(What the task asks):
This exercise asks for the entries below to be printed exactly.

(Provided information):
........
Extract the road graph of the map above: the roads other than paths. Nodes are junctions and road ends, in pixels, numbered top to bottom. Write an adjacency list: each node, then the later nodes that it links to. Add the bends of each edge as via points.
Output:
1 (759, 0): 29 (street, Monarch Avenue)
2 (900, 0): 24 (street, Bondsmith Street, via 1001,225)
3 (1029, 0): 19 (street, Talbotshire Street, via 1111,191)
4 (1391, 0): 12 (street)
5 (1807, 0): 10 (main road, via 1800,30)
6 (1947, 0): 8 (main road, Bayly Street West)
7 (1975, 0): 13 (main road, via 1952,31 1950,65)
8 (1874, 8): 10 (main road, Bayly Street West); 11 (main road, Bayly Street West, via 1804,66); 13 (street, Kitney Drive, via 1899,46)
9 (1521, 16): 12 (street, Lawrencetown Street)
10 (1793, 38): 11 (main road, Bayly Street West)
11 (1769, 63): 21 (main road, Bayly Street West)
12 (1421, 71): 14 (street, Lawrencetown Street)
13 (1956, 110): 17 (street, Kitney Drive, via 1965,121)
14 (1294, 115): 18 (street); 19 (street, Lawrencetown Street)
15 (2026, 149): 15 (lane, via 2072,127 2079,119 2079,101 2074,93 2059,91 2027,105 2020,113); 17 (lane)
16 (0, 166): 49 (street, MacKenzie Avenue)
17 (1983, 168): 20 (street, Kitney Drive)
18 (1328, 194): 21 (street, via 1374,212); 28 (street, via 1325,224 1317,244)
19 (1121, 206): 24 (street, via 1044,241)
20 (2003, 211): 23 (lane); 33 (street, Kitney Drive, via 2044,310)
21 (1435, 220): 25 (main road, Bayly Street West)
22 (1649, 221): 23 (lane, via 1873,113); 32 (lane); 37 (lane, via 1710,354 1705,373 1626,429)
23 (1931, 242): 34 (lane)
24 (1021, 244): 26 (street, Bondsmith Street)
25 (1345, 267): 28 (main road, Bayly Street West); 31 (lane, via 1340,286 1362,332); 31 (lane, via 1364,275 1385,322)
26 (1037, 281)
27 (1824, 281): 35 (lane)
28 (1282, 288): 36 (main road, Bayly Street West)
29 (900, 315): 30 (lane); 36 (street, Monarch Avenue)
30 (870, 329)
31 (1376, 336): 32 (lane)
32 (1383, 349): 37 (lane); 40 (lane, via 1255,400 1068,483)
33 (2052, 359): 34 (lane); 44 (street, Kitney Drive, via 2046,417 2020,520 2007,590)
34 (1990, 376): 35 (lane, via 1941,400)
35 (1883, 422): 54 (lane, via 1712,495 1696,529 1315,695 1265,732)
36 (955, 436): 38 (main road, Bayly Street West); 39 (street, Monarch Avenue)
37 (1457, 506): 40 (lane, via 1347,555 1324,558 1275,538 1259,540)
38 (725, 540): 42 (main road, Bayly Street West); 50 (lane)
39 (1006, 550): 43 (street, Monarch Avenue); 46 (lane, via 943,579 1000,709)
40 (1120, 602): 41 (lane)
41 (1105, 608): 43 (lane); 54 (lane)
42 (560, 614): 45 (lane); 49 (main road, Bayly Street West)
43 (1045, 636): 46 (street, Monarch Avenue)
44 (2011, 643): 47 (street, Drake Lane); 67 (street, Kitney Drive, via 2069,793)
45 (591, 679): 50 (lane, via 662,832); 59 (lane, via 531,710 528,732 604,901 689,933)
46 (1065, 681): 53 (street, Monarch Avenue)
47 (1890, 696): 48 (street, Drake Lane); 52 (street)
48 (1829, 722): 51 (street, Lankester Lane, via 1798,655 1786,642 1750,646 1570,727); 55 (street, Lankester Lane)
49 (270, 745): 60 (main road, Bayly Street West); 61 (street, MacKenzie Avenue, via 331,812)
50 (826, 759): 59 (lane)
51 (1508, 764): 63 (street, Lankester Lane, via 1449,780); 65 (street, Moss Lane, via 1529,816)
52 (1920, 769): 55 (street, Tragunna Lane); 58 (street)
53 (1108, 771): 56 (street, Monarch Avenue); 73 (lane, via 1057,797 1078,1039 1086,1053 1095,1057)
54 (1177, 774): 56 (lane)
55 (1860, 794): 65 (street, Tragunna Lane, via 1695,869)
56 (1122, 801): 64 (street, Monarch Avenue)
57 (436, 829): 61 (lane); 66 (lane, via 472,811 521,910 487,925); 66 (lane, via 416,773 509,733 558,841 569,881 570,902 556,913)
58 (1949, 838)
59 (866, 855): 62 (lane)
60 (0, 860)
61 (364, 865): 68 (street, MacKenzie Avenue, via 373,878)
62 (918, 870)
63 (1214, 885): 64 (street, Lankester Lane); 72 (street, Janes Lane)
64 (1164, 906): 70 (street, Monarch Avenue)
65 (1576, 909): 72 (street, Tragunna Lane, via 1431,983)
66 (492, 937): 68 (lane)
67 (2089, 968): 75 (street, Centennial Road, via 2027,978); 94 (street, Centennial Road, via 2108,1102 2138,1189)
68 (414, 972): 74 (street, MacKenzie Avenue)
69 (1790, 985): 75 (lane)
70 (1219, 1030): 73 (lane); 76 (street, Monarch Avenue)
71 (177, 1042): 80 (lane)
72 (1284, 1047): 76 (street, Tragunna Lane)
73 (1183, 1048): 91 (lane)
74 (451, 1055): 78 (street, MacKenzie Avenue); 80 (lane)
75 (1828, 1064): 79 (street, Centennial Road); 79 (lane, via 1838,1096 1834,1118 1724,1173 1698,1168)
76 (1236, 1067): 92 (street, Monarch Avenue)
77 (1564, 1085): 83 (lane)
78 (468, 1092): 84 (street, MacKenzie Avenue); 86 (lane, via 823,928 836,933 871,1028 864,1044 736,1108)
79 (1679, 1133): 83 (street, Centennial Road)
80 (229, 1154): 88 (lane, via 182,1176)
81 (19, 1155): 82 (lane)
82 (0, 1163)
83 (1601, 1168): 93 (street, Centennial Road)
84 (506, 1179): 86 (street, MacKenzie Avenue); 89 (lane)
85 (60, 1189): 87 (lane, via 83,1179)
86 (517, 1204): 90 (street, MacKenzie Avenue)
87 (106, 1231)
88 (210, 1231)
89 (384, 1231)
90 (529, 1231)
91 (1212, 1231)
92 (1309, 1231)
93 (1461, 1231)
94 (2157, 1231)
........
(Written answer):
Extract the road graph of the map above: the roads other than paths. Nodes are junctions and road ends, in pixels, numbered top to bottom. Write an adjacency list: each node, then the later nodes that it links to. Add the bends of each edge as via points.
Output:
1 (759, 0): 29 (street, Monarch Avenue)
2 (900, 0): 24 (street, Bondsmith Street, via 1001,225)
3 (1029, 0): 19 (street, Talbotshire Street, via 1111,191)
4 (1391, 0): 12 (street)
5 (1807, 0): 10 (main road, via 1800,30)
6 (1947, 0): 8 (main road, Bayly Street West)
7 (1975, 0): 13 (main road, via 1952,31 1950,65)
8 (1874, 8): 10 (main road, Bayly Street West); 11 (main road, Bayly Street West, via 1804,66); 13 (street, Kitney Drive, via 1899,46)
9 (1521, 16): 12 (street, Lawrencetown Street)
10 (1793, 38): 11 (main road, Bayly Street West)
11 (1769, 63): 21 (main road, Bayly Street West)
12 (1421, 71): 14 (street, Lawrencetown Street)
13 (1956, 110): 17 (street, Kitney Drive, via 1965,121)
14 (1294, 115): 18 (street); 19 (street, Lawrencetown Street)
15 (2026, 149): 15 (lane, via 2072,127 2079,119 2079,101 2074,93 2059,91 2027,105 2020,113); 17 (lane)
16 (0, 166): 49 (street, MacKenzie Avenue)
17 (1983, 168): 20 (street, Kitney Drive)
18 (1328, 194): 21 (street, via 1374,212); 28 (street, via 1325,224 1317,244)
19 (1121, 206): 24 (street, via 1044,241)
20 (2003, 211): 23 (lane); 33 (street, Kitney Drive, via 2044,310)
21 (1435, 220): 25 (main road, Bayly Street West)
22 (1649, 221): 23 (lane, via 1873,113); 32 (lane); 37 (lane, via 1710,354 1705,373 1626,429)
23 (1931, 242): 34 (lane)
24 (1021, 244): 26 (street, Bondsmith Street)
25 (1345, 267): 28 (main road, Bayly Street West); 31 (lane, via 1340,286 1362,332); 31 (lane, via 1364,275 1385,322)
26 (1037, 281)
27 (1824, 281): 35 (lane)
28 (1282, 288): 36 (main road, Bayly Street West)
29 (900, 315): 30 (lane); 36 (street, Monarch Avenue)
30 (870, 329)
31 (1376, 336): 32 (lane)
32 (1383, 349): 37 (lane); 40 (lane, via 1255,400 1068,483)
33 (2052, 359): 34 (lane); 44 (street, Kitney Drive, via 2046,417 2020,520 2007,590)
34 (1990, 376): 35 (lane, via 1941,400)
35 (1883, 422): 54 (lane, via 1712,495 1696,529 1315,695 1265,732)
36 (955, 436): 38 (main road, Bayly Street West); 39 (street, Monarch Avenue)
37 (1457, 506): 40 (lane, via 1347,555 1324,558 1275,538 1259,540)
38 (725, 540): 42 (main road, Bayly Street West); 50 (lane)
39 (1006, 550): 43 (street, Monarch Avenue); 46 (lane, via 943,579 1000,709)
40 (1120, 602): 41 (lane)
41 (1105, 608): 43 (lane); 54 (lane)
42 (560, 614): 45 (lane); 49 (main road, Bayly Street West)
43 (1045, 636): 46 (street, Monarch Avenue)
44 (2011, 643): 47 (street, Drake Lane); 67 (street, Kitney Drive, via 2069,793)
45 (591, 679): 50 (lane, via 662,832); 59 (lane, via 531,710 528,732 604,901 689,933)
46 (1065, 681): 53 (street, Monarch Avenue)
47 (1890, 696): 48 (street, Drake Lane); 52 (street)
48 (1829, 722): 51 (street, Lankester Lane, via 1798,655 1786,642 1750,646 1570,727); 55 (street, Lankester Lane)
49 (270, 745): 60 (main road, Bayly Street West); 61 (street, MacKenzie Avenue, via 331,812)
50 (826, 759): 59 (lane)
51 (1508, 764): 63 (street, Lankester Lane, via 1449,780); 65 (street, Moss Lane, via 1529,816)
52 (1920, 769): 55 (street, Tragunna Lane); 58 (street)
53 (1108, 771): 56 (street, Monarch Avenue); 73 (lane, via 1057,797 1078,1039 1086,1053 1095,1057)
54 (1177, 774): 56 (lane)
55 (1860, 794): 65 (street, Tragunna Lane, via 1695,869)
56 (1122, 801): 64 (street, Monarch Avenue)
57 (436, 829): 61 (lane); 66 (lane, via 472,811 521,910 487,925); 66 (lane, via 416,773 509,733 558,841 569,881 570,902 556,913)
58 (1949, 838)
59 (866, 855): 62 (lane)
60 (0, 860)
61 (364, 865): 68 (street, MacKenzie Avenue, via 373,878)
62 (918, 870)
63 (1214, 885): 64 (street, Lankester Lane); 72 (street, Janes Lane)
64 (1164, 906): 70 (street, Monarch Avenue)
65 (1576, 909): 72 (street, Tragunna Lane, via 1431,983)
66 (492, 937): 68 (lane)
67 (2089, 968): 75 (street, Centennial Road, via 2027,978); 94 (street, Centennial Road, via 2108,1102 2138,1189)
68 (414, 972): 74 (street, MacKenzie Avenue)
69 (1790, 985): 75 (lane)
70 (1219, 1030): 73 (lane); 76 (street, Monarch Avenue)
71 (177, 1042): 80 (lane)
72 (1284, 1047): 76 (street, Tragunna Lane)
73 (1183, 1048): 91 (lane)
74 (451, 1055): 78 (street, MacKenzie Avenue); 80 (lane)
75 (1828, 1064): 79 (street, Centennial Road); 79 (lane, via 1838,1096 1834,1118 1724,1173 1698,1168)
76 (1236, 1067): 92 (street, Monarch Avenue)
77 (1564, 1085): 83 (lane)
78 (468, 1092): 84 (street, MacKenzie Avenue); 86 (lane, via 823,928 836,933 871,1028 864,1044 736,1108)
79 (1679, 1133): 83 (street, Centennial Road)
80 (229, 1154): 88 (lane, via 182,1176)
81 (19, 1155): 82 (lane)
82 (0, 1163)
83 (1601, 1168): 93 (street, Centennial Road)
84 (506, 1179): 86 (street, MacKenzie Avenue); 89 (lane)
85 (60, 1189): 87 (lane, via 83,1179)
86 (517, 1204): 90 (street, MacKenzie Avenue)
87 (106, 1231)
88 (210, 1231)
89 (384, 1231)
90 (529, 1231)
91 (1212, 1231)
92 (1309, 1231)
93 (1461, 1231)
94 (2157, 1231)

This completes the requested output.